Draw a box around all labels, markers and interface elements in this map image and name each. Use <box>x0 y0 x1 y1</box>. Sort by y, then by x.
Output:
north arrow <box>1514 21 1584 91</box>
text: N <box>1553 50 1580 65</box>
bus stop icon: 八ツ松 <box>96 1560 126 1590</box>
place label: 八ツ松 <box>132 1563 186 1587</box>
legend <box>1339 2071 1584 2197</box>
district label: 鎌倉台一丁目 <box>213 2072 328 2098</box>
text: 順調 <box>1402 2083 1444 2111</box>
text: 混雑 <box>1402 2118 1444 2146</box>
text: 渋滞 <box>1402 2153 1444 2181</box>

...

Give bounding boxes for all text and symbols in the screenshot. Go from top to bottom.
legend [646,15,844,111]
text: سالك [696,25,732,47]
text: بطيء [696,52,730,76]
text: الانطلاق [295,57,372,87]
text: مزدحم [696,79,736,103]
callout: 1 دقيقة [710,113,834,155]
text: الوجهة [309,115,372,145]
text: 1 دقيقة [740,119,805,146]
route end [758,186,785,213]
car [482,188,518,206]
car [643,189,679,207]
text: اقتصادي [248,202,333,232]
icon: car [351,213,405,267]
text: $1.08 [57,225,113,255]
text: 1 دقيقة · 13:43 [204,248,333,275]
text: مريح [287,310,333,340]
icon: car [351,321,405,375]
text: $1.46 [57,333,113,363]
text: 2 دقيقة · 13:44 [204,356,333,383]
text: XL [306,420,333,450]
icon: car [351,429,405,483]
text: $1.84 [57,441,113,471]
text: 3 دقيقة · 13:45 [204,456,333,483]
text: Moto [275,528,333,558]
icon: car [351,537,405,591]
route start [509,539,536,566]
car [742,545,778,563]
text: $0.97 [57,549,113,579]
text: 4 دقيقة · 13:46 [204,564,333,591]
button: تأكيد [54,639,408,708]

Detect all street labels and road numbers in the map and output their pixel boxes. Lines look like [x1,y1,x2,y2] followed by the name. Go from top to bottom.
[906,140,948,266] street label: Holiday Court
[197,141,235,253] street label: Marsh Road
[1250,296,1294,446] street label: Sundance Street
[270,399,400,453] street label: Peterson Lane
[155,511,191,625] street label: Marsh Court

...

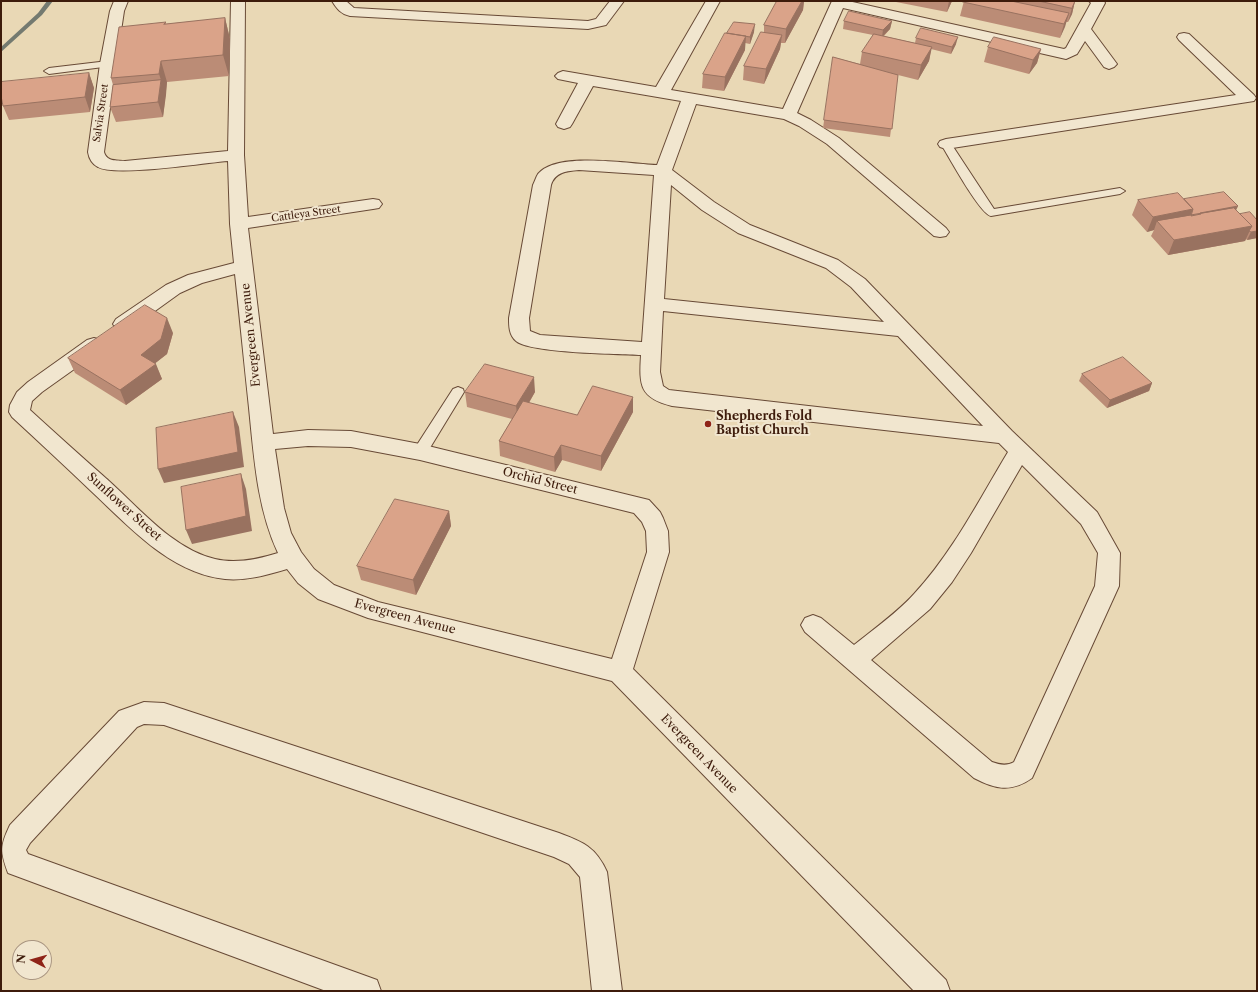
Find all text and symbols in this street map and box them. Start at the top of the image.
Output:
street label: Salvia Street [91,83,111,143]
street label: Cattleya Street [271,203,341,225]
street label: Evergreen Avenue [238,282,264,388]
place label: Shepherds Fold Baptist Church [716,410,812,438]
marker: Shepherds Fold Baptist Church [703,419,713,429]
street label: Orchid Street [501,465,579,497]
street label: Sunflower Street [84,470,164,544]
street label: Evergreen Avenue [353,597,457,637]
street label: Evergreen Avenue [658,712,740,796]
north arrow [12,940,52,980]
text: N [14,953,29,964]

* Task description: Collect each line of the entries that has the word "this", copying it in full.

* Written reply:
Draw a box around all labels, markers and interface elements in this map image and name each. Use <box>x0 y0 x1 y1</box>. Sort by y, then by x.
Find all text and symbols in this street map and box them. Start at the top of the image.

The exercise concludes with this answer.